• YOUR GOAL
Repeat exactly, please, the lines that begin at the start of the listing and end at the line holding "49px,204px 55px,198px 93px,179px".

• MATERIAL PROVIDED
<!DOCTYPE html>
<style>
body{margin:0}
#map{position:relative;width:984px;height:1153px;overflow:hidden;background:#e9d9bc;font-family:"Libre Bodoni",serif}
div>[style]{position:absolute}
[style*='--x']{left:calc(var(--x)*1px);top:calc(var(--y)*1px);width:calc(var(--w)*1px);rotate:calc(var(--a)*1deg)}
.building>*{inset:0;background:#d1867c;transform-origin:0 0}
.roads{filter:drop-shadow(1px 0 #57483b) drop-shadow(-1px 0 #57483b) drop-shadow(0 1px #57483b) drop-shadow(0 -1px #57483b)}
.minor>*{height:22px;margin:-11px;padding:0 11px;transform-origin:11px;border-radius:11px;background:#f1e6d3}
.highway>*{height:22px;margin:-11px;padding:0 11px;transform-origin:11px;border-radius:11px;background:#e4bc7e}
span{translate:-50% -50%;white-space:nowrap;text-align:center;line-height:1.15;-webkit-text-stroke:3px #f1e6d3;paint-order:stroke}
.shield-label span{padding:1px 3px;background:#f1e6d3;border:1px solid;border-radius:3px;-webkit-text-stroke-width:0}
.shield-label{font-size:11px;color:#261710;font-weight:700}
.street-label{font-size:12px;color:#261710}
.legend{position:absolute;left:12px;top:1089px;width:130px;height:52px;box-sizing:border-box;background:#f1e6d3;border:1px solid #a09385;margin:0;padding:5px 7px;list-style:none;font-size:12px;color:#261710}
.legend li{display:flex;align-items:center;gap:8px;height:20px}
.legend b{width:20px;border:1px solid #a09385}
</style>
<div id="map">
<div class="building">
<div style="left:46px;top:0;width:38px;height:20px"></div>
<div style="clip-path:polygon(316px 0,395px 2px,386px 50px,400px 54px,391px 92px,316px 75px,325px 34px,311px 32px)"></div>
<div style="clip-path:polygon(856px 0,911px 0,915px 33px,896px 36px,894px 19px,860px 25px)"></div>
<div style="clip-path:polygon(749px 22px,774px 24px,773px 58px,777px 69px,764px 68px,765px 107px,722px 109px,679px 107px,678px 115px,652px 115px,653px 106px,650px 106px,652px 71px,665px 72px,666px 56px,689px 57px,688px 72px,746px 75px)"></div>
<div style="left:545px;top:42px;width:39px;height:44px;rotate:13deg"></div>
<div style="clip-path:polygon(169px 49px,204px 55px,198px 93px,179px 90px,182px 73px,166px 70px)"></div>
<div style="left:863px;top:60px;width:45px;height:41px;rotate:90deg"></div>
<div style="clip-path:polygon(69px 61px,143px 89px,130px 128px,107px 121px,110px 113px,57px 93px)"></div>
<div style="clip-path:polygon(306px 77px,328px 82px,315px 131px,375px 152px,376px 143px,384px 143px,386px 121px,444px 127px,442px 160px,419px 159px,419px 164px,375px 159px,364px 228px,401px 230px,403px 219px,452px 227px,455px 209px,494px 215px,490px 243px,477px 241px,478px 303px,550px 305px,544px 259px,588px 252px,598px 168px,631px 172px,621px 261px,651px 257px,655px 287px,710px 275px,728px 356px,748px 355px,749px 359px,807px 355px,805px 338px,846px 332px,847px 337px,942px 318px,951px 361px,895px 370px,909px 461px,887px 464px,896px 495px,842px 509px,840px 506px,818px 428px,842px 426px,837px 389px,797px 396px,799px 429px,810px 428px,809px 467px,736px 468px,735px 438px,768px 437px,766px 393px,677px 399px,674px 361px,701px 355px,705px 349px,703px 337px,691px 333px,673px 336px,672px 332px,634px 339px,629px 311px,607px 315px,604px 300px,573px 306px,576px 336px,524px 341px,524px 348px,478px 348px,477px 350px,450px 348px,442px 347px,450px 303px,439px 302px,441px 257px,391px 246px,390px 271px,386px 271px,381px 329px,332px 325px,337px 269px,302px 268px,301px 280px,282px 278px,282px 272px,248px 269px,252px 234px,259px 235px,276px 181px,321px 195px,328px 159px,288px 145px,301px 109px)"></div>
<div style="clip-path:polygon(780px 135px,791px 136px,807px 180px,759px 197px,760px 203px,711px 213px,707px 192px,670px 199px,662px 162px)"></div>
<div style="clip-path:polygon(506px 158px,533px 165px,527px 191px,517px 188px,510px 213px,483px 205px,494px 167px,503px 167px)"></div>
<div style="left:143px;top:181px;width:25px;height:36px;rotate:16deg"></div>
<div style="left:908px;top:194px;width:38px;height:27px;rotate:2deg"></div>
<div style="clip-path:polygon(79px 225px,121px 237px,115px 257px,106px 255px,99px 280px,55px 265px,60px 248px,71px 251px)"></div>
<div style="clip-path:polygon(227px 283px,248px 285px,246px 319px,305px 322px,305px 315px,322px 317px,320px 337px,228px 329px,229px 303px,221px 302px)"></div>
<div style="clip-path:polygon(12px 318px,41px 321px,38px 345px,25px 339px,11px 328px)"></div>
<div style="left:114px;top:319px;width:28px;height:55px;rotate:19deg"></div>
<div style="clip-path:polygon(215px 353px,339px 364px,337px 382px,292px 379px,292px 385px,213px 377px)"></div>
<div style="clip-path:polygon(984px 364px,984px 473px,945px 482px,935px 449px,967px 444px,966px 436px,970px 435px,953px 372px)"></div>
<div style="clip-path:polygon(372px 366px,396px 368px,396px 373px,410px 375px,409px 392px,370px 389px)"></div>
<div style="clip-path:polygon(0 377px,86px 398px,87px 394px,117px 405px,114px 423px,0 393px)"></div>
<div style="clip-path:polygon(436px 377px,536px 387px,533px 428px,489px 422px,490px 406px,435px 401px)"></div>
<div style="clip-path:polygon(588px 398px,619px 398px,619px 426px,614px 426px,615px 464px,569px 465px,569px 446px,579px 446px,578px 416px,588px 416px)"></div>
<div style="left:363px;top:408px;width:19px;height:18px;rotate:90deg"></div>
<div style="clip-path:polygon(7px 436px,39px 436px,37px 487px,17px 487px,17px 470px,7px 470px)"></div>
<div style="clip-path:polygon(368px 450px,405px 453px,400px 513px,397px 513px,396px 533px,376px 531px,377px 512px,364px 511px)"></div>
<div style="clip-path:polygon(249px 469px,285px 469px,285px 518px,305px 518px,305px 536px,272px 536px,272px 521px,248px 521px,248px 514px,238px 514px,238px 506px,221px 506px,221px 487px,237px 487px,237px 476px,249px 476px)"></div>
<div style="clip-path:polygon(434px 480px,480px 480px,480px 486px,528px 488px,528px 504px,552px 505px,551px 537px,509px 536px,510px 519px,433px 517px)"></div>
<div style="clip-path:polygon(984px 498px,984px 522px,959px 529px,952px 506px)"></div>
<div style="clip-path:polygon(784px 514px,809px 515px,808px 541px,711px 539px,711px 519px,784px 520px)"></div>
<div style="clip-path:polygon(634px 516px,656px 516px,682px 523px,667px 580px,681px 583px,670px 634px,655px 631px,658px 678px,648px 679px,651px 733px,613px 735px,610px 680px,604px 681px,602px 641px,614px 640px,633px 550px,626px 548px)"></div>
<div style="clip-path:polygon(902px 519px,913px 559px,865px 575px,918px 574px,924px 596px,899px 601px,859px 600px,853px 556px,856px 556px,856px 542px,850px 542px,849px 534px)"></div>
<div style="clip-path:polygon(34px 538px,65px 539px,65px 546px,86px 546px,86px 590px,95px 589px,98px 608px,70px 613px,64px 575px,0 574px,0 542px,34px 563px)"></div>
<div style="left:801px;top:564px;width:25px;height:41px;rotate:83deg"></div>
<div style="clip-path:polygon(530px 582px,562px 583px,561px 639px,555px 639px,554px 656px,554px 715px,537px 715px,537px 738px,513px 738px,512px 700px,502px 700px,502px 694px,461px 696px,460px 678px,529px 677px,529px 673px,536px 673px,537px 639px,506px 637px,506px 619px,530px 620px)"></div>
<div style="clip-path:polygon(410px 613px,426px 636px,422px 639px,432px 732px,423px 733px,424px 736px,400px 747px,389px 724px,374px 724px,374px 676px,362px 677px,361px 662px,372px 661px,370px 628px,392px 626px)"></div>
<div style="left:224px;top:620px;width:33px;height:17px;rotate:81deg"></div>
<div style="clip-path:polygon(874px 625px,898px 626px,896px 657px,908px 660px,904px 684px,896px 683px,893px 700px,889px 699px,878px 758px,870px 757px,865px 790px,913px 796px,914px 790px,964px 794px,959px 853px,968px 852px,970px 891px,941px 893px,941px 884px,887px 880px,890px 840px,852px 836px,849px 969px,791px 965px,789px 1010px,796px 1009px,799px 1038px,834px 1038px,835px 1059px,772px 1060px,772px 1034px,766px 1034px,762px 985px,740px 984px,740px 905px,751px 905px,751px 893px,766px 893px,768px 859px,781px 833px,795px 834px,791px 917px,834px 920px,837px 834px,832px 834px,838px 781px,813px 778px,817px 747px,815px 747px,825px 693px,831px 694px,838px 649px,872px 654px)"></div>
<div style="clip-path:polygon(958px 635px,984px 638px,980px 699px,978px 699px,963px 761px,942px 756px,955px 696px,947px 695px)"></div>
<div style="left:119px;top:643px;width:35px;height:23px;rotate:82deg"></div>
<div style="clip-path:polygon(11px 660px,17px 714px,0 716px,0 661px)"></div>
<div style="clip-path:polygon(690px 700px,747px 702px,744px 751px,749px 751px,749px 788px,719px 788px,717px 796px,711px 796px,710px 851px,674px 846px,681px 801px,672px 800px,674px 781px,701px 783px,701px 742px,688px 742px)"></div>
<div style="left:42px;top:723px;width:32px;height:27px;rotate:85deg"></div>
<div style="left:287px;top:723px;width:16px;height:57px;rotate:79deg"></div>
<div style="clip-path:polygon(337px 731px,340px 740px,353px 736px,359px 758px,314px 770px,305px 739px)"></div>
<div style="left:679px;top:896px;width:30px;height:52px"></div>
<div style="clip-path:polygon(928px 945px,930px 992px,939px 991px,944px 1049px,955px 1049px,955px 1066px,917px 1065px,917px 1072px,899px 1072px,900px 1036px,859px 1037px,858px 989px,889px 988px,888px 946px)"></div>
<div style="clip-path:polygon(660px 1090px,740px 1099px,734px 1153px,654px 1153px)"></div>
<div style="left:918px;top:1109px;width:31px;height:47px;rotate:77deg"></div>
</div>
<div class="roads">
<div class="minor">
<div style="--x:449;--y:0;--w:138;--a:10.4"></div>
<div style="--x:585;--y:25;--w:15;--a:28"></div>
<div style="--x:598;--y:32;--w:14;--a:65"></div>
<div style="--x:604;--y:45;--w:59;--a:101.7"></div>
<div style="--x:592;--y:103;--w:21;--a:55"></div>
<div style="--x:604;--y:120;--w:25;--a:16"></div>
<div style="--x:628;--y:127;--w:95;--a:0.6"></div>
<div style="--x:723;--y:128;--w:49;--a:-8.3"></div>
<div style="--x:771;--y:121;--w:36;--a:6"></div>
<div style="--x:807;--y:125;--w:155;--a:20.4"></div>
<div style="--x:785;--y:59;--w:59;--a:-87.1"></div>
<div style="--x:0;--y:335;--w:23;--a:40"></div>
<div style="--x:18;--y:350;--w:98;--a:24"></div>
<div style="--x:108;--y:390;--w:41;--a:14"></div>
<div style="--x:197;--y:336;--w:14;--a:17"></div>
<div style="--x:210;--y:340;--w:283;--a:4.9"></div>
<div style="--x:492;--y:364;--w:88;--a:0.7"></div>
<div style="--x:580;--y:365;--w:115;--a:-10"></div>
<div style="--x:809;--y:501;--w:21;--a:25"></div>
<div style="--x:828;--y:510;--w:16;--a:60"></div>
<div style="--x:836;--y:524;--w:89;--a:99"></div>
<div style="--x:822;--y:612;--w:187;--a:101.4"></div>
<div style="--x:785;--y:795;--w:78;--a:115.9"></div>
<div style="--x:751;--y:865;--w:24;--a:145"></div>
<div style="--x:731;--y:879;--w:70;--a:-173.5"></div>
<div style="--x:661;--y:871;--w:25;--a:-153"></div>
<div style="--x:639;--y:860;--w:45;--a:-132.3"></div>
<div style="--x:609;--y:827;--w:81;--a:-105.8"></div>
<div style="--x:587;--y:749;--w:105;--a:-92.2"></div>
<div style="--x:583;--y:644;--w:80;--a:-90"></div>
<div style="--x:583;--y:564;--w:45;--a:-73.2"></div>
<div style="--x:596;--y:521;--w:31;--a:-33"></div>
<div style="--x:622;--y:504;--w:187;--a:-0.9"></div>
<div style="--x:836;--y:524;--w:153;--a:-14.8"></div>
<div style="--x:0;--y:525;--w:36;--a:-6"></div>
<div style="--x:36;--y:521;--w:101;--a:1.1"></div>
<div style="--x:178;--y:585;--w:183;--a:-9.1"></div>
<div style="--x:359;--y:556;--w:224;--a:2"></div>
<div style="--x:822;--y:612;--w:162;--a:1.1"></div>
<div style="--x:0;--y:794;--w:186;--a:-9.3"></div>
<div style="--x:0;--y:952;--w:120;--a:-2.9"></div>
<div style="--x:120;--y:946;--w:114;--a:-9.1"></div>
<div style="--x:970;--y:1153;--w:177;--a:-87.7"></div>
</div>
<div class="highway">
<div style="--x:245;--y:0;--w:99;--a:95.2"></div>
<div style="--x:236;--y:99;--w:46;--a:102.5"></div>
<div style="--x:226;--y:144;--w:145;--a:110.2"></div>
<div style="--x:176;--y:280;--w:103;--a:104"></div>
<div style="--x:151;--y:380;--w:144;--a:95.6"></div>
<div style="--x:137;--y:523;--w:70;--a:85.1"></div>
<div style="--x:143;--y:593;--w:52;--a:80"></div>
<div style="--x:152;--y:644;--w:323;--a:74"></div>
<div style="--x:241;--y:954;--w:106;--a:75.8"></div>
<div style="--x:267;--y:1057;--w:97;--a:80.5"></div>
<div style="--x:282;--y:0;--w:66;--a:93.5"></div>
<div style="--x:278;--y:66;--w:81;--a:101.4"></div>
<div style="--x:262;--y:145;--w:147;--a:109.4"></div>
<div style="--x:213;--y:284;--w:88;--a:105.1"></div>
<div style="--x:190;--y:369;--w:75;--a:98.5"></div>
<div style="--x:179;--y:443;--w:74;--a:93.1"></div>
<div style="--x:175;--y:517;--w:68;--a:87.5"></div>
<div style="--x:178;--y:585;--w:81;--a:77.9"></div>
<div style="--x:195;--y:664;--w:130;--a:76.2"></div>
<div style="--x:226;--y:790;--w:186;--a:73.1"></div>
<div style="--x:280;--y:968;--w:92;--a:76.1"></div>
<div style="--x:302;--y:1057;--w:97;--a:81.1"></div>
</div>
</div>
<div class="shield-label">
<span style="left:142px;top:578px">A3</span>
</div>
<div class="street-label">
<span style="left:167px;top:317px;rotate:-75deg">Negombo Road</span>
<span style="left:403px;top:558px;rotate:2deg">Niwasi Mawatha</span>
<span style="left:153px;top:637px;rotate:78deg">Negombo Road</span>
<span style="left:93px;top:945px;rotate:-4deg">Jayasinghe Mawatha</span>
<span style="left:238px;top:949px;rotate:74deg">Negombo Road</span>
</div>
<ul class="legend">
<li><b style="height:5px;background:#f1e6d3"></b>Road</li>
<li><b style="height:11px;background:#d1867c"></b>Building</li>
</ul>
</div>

• RESPONSE AREA
<!DOCTYPE html>
<style>
body{margin:0}
#map{position:relative;width:984px;height:1153px;overflow:hidden;background:#e9d9bc;font-family:"Libre Bodoni",serif}
div>[style]{position:absolute}
[style*='--x']{left:calc(var(--x)*1px);top:calc(var(--y)*1px);width:calc(var(--w)*1px);rotate:calc(var(--a)*1deg)}
.building>*{inset:0;background:#d1867c;transform-origin:0 0}
.roads{filter:drop-shadow(1px 0 #57483b) drop-shadow(-1px 0 #57483b) drop-shadow(0 1px #57483b) drop-shadow(0 -1px #57483b)}
.minor>*{height:22px;margin:-11px;padding:0 11px;transform-origin:11px;border-radius:11px;background:#f1e6d3}
.highway>*{height:22px;margin:-11px;padding:0 11px;transform-origin:11px;border-radius:11px;background:#e4bc7e}
span{translate:-50% -50%;white-space:nowrap;text-align:center;line-height:1.15;-webkit-text-stroke:3px #f1e6d3;paint-order:stroke}
.shield-label span{padding:1px 3px;background:#f1e6d3;border:1px solid;border-radius:3px;-webkit-text-stroke-width:0}
.shield-label{font-size:11px;color:#261710;font-weight:700}
.street-label{font-size:12px;color:#261710}
.legend{position:absolute;left:12px;top:1089px;width:130px;height:52px;box-sizing:border-box;background:#f1e6d3;border:1px solid #a09385;margin:0;padding:5px 7px;list-style:none;font-size:12px;color:#261710}
.legend li{display:flex;align-items:center;gap:8px;height:20px}
.legend b{width:20px;border:1px solid #a09385}
</style>
<div id="map">
<div class="building">
<div style="left:46px;top:0;width:38px;height:20px"></div>
<div style="clip-path:polygon(316px 0,395px 2px,386px 50px,400px 54px,391px 92px,316px 75px,325px 34px,311px 32px)"></div>
<div style="clip-path:polygon(856px 0,911px 0,915px 33px,896px 36px,894px 19px,860px 25px)"></div>
<div style="clip-path:polygon(749px 22px,774px 24px,773px 58px,777px 69px,764px 68px,765px 107px,722px 109px,679px 107px,678px 115px,652px 115px,653px 106px,650px 106px,652px 71px,665px 72px,666px 56px,689px 57px,688px 72px,746px 75px)"></div>
<div style="left:545px;top:42px;width:39px;height:44px;rotate:13deg"></div>
<div style="clip-path:polygon(169px 49px,204px 55px,198px 93px,179px 90px,182px 73px,166px 70px)"></div>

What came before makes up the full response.